Inside Slam Jam’s Panoramic Approach to Music, Art, and Streetwear
With over three decades in the game, we find out how the Italian brand continues to stay at the height of cultural relevancy.
Italian multimedia platform and retailer Slam Jam bills itself as “clothing and attitude for the global underground.” Capturing the spirit of this underground, whether it be by collaborating with niche music scenes, scions of skate culture, or buzzy visual artists might be the modus operandi of most savvy streetwear brands today, but that wasn’t the case when Luca Benini founded Slam Jam in his hometown of Ferrara in 1989. The Northern Italian city Benini hails from, which is still home to the Slam Jam headquarters, is designated as a UNESCO World Heritage Site for its grand palaces and Romanesque cathedrals that date back to the Renaissance. It’s not quite the setting that you’d picture as the birthplace of global contemporary streetwear’s cross-pollinating cultural spirit, but Slam Jam originated the archetype for how many streetwear brands interact with music, art, and global culture more broadly. When Benini started Slam Jam as a clothing distribution company in those wide streets just over three decades ago, he was the first to supply Italian youngsters with American brands. Notably, Slam Jam was the first company to bring Stüssy to Italy.

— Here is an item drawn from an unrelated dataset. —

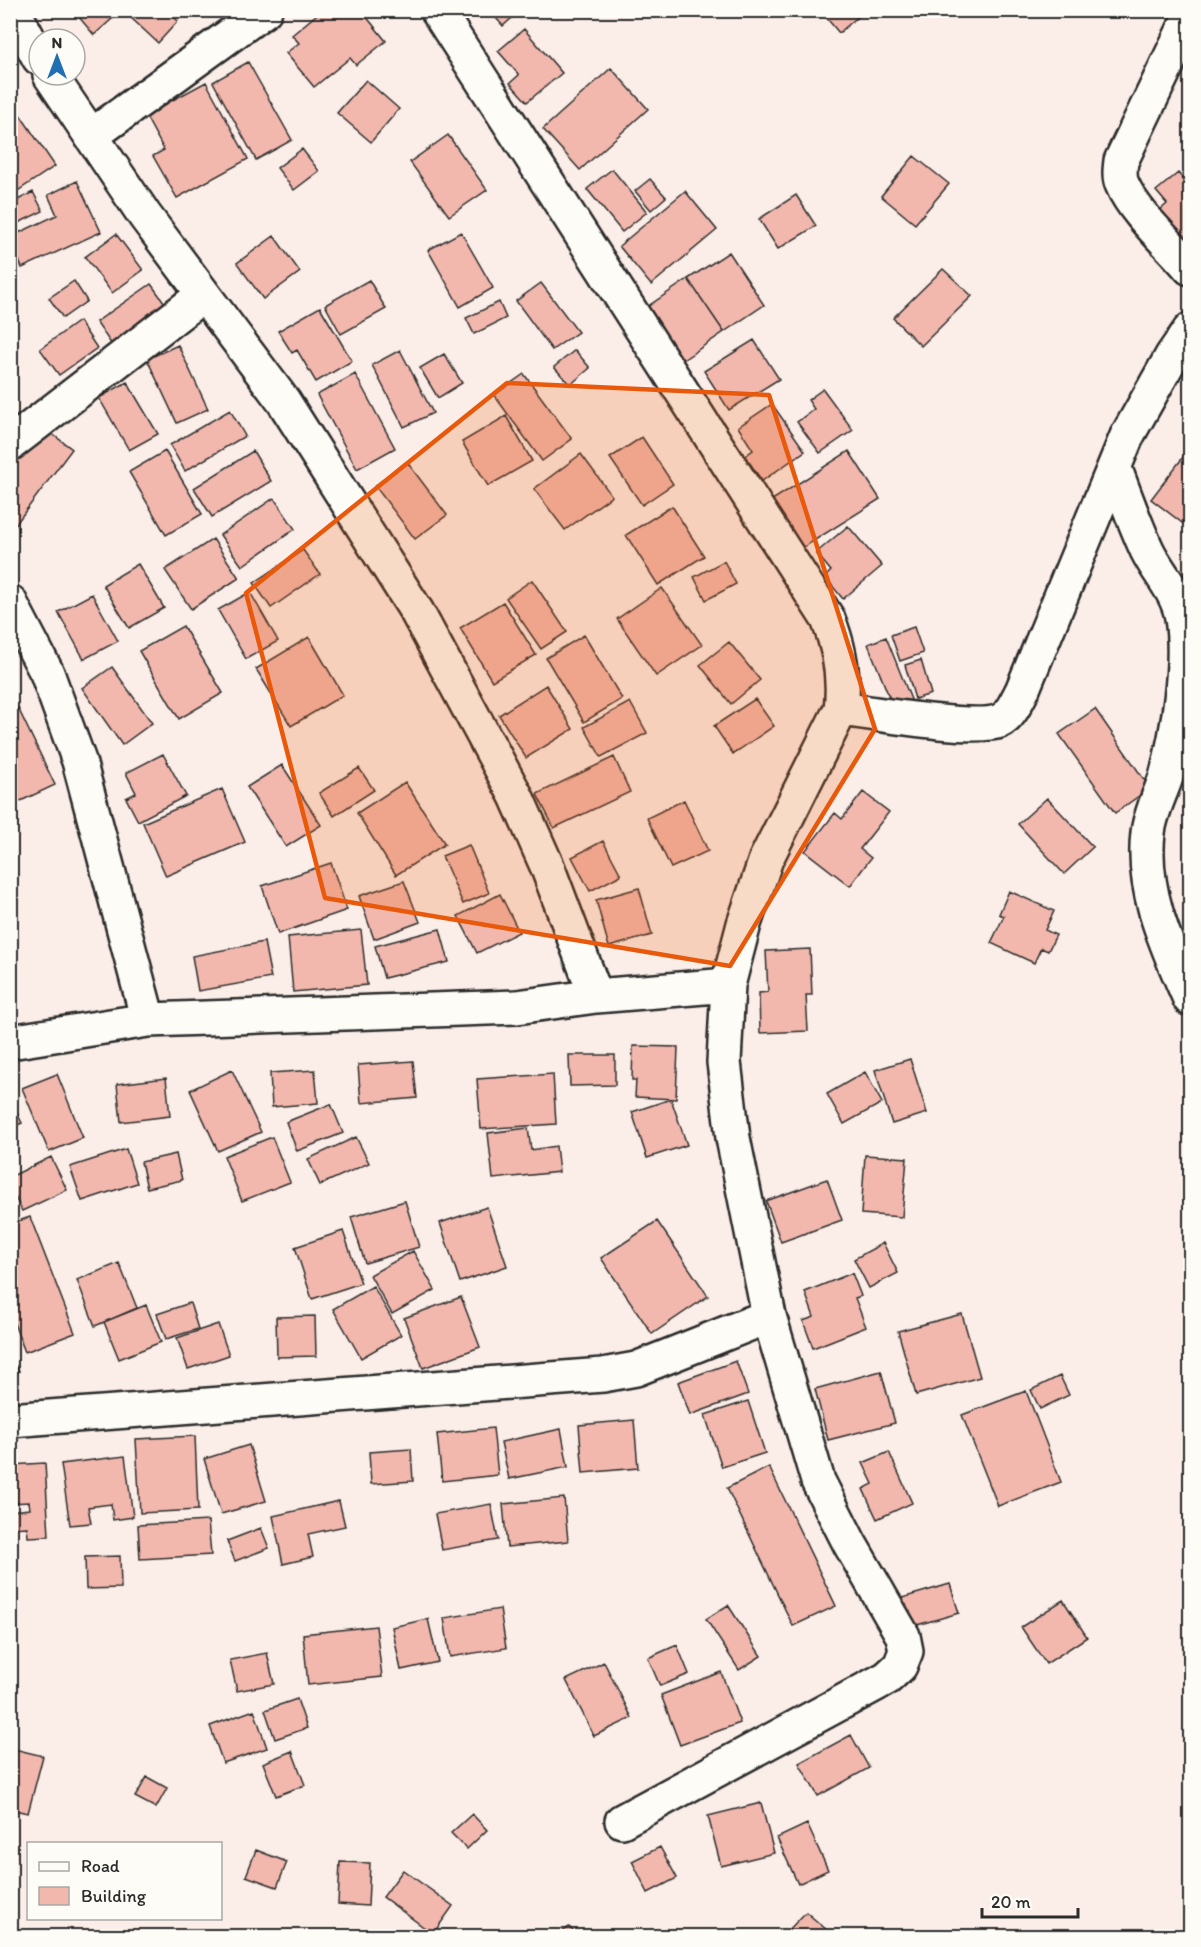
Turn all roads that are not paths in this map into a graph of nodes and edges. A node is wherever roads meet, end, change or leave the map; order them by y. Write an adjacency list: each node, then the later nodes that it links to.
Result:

In addition to their headquarters in Ferrara, Slam Jam operates a storefront in Milan and hosts annual pop-ups in places like Paris, Tokyo, and New York. In those carefully curated, meticulously laid out stores, you’ll find futuristic pieces from London-via-Bulgaria designer Kiko Kostadinov, rare Nike Special Project sneakers and vests that look ready for an orbit around the moon, and sleek jackets from Arc’teryx’s spin-off brand Veilance sharing floor space with one of Slam Jam’s exclusive collaborations with music labels and artists. These crossovers start to round out the aesthetic world that Slam Jam carves out with each storefront, pop-up, and multimedia event that they put on: there’s minimal pieces from a recent capsule collection with London-based label The Trilogy Tapes and T-shirts made in collaboration with New York City experimental jazz crew Onyx Collective that commemorated the brand’s 30th-anniversary last year. These musical collaborations aren’t hollow attempts at keeping up with the broader cultural zeitgeist. Benini’s partnerships run deep, as Slam Jam’s upcoming collaboration with former Italian punk rock band CCCP Fedeli alla linea makes clear—Benini’s been listening to their music since the early ’80s.
Benini says that this music-oriented collaborative spirit has been a part of the brand since day one. “Music has always been a strong driver and source of inspiration, and it had a crucial role in the birth and development of Slam Jam,” Benini tells me over email from Italy. He started DJing former dance halls that had turned into clubs by the mid-’80s in Ferrara. Even then, he had already developed a comprehensive approach to his craft. Alongside DJing, he printed the fliers to his parties and sold T-shirts.“I took care of the flyer, printing and selling a T-shirt with it, and DJing,” he recalls. “Then the clothing side naturally became a proper business, but the passion for music kept being one of the main inspirations and drivers.”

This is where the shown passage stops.